**YOUR ASSIGNMENT:** The job is to output each record exactly as it stands, pictures excluded.

Stored data
..............................
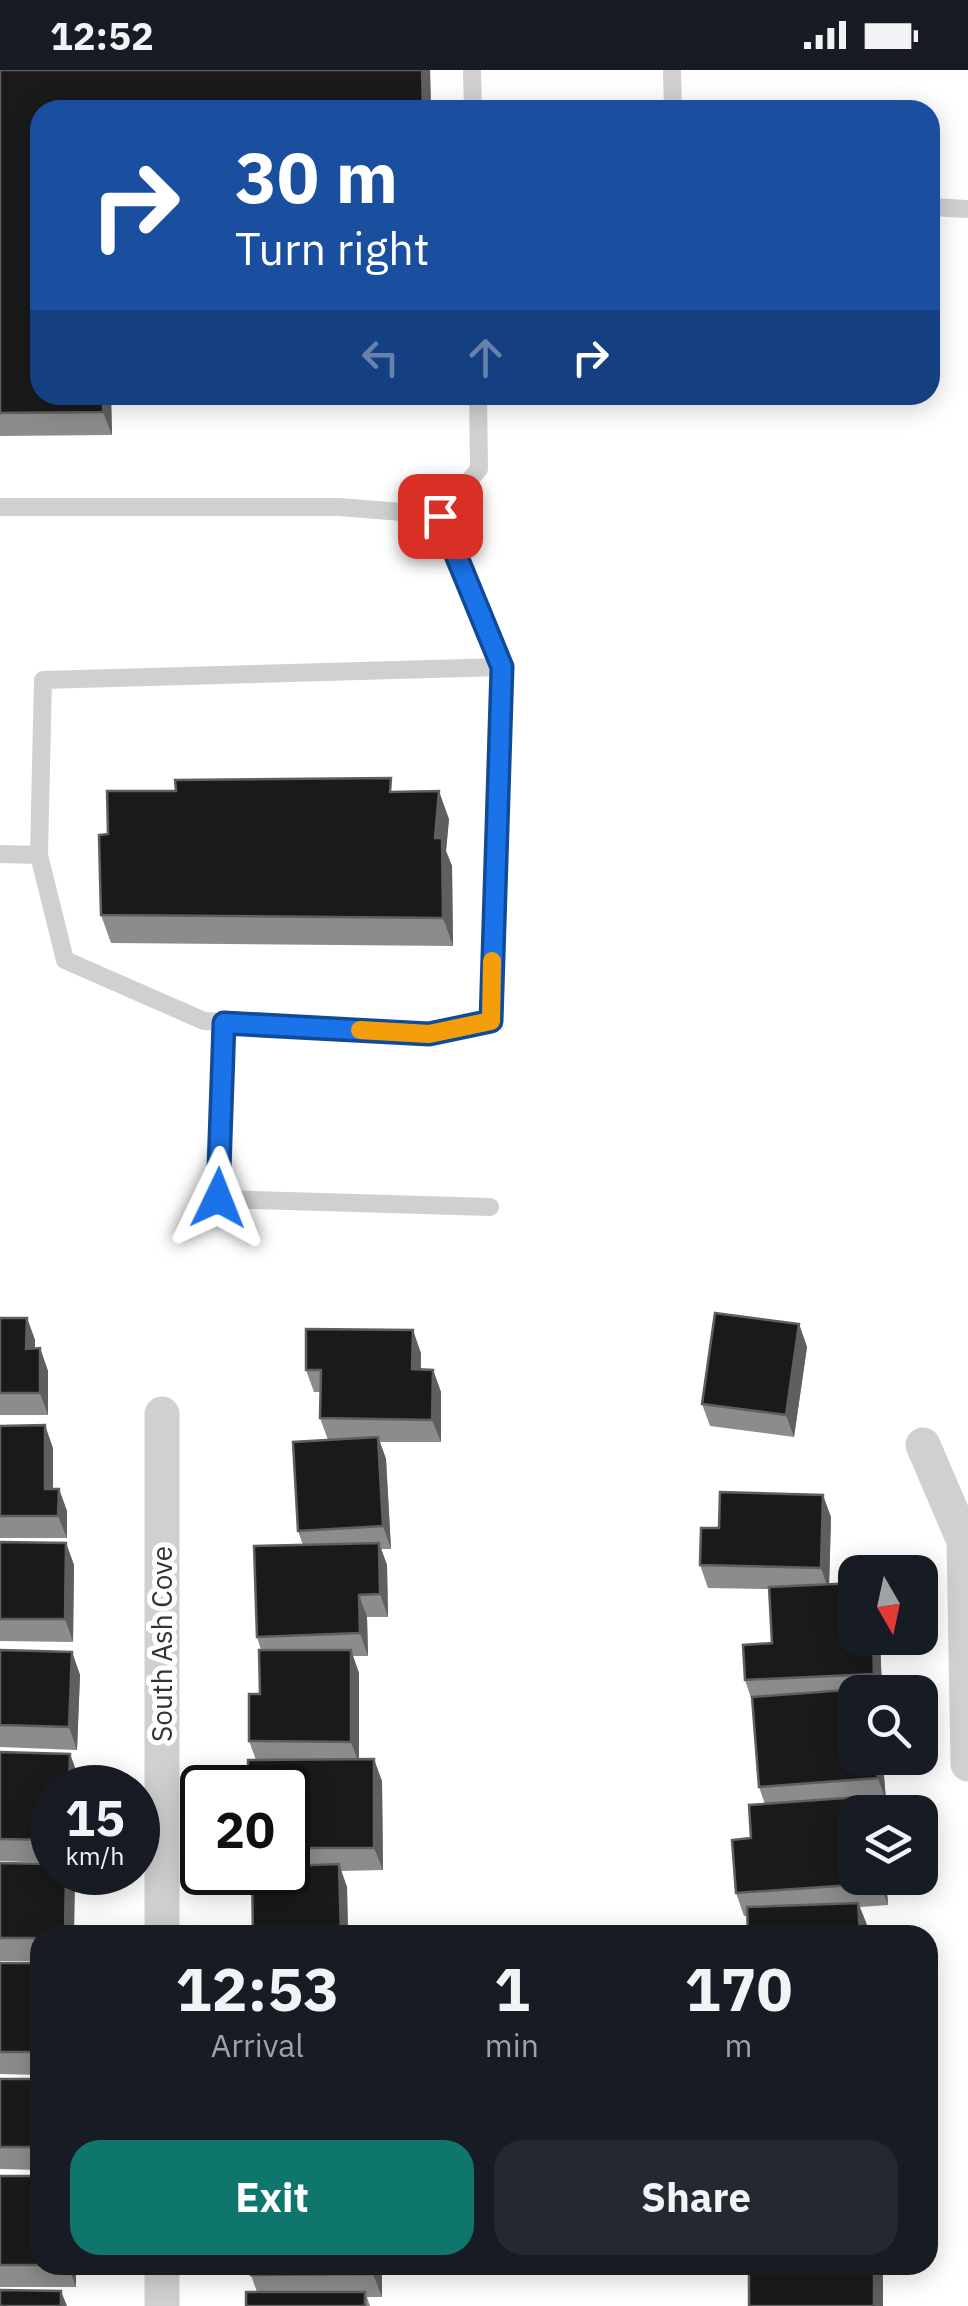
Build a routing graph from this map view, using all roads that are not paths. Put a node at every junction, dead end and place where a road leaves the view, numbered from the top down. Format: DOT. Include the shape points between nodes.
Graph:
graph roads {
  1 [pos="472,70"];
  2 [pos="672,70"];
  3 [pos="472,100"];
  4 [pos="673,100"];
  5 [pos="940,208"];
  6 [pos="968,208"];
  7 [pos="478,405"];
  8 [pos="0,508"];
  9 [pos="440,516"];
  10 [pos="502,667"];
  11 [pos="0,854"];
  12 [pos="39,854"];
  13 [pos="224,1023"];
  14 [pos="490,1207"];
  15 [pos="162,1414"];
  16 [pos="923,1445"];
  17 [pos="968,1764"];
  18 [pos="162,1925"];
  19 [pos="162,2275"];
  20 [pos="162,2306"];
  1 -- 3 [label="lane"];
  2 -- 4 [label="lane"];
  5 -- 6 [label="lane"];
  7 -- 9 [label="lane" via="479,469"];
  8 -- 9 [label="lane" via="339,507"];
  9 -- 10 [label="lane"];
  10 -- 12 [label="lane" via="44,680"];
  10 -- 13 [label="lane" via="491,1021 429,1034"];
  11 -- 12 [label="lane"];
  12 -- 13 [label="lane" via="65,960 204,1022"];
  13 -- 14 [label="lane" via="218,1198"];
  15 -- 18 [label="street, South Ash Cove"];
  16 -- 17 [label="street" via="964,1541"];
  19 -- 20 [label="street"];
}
..............................
**EXERCISE SOLUTION:**
Build a routing graph from this map view, using all roads that are not paths. Put a node at every junction, dead end and place where a road leaves the view, numbered from the top down. Format: DOT. Include the shape points between nodes.
Graph:
graph roads {
  1 [pos="472,70"];
  2 [pos="672,70"];
  3 [pos="472,100"];
  4 [pos="673,100"];
  5 [pos="940,208"];
  6 [pos="968,208"];
  7 [pos="478,405"];
  8 [pos="0,508"];
  9 [pos="440,516"];
  10 [pos="502,667"];
  11 [pos="0,854"];
  12 [pos="39,854"];
  13 [pos="224,1023"];
  14 [pos="490,1207"];
  15 [pos="162,1414"];
  16 [pos="923,1445"];
  17 [pos="968,1764"];
  18 [pos="162,1925"];
  19 [pos="162,2275"];
  20 [pos="162,2306"];
  1 -- 3 [label="lane"];
  2 -- 4 [label="lane"];
  5 -- 6 [label="lane"];
  7 -- 9 [label="lane" via="479,469"];
  8 -- 9 [label="lane" via="339,507"];
  9 -- 10 [label="lane"];
  10 -- 12 [label="lane" via="44,680"];
  10 -- 13 [label="lane" via="491,1021 429,1034"];
  11 -- 12 [label="lane"];
  12 -- 13 [label="lane" via="65,960 204,1022"];
  13 -- 14 [label="lane" via="218,1198"];
  15 -- 18 [label="street, South Ash Cove"];
  16 -- 17 [label="street" via="964,1541"];
  19 -- 20 [label="street"];
}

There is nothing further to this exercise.